Work task: Scan the data for lines with "road" and report the count by itself.

- - -

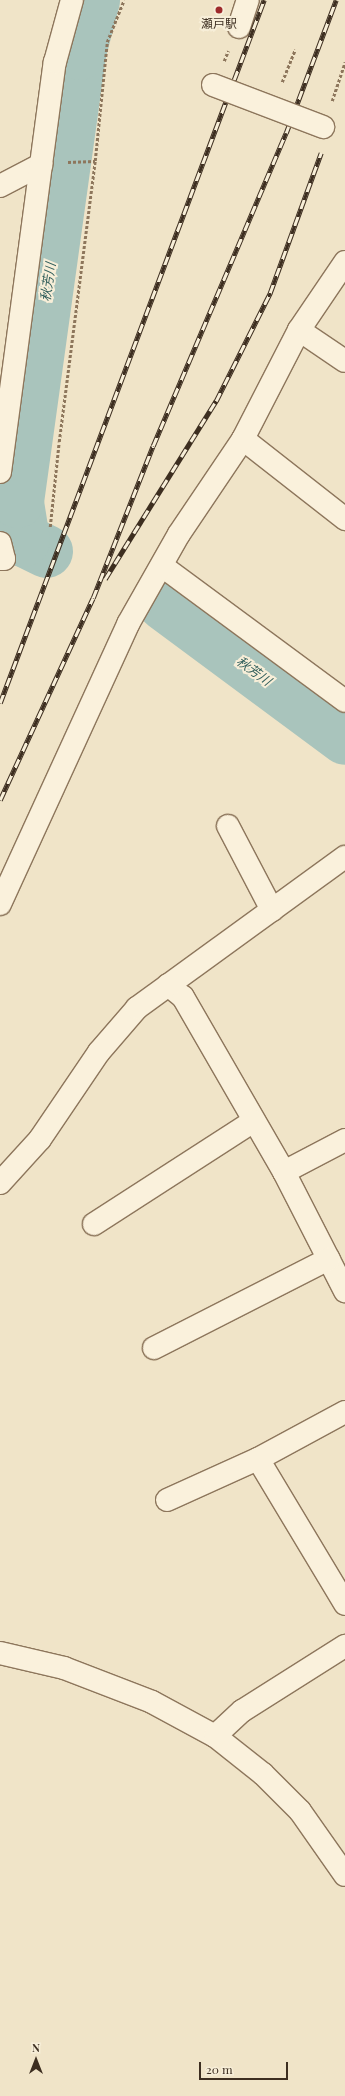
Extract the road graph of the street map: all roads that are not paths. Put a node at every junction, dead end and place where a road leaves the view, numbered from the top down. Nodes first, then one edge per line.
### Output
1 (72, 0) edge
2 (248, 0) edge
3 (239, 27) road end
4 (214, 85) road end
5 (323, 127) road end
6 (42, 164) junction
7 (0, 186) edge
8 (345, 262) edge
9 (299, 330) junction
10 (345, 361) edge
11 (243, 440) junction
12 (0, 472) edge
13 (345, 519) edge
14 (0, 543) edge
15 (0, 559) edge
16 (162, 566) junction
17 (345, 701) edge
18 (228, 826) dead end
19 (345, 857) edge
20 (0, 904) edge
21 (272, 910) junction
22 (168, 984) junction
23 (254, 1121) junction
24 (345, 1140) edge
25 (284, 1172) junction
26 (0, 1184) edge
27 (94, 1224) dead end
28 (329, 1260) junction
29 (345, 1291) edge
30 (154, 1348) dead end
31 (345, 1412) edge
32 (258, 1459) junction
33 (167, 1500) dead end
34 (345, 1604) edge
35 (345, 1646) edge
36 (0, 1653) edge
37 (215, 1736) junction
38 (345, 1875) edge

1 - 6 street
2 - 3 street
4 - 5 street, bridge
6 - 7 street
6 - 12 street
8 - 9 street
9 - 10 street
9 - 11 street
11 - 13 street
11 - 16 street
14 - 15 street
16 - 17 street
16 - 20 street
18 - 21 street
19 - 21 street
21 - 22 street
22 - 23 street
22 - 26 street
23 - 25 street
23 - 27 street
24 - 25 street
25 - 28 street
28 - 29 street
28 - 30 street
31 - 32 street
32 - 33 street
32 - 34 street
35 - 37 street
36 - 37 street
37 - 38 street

- - -

Response to this exercise: 4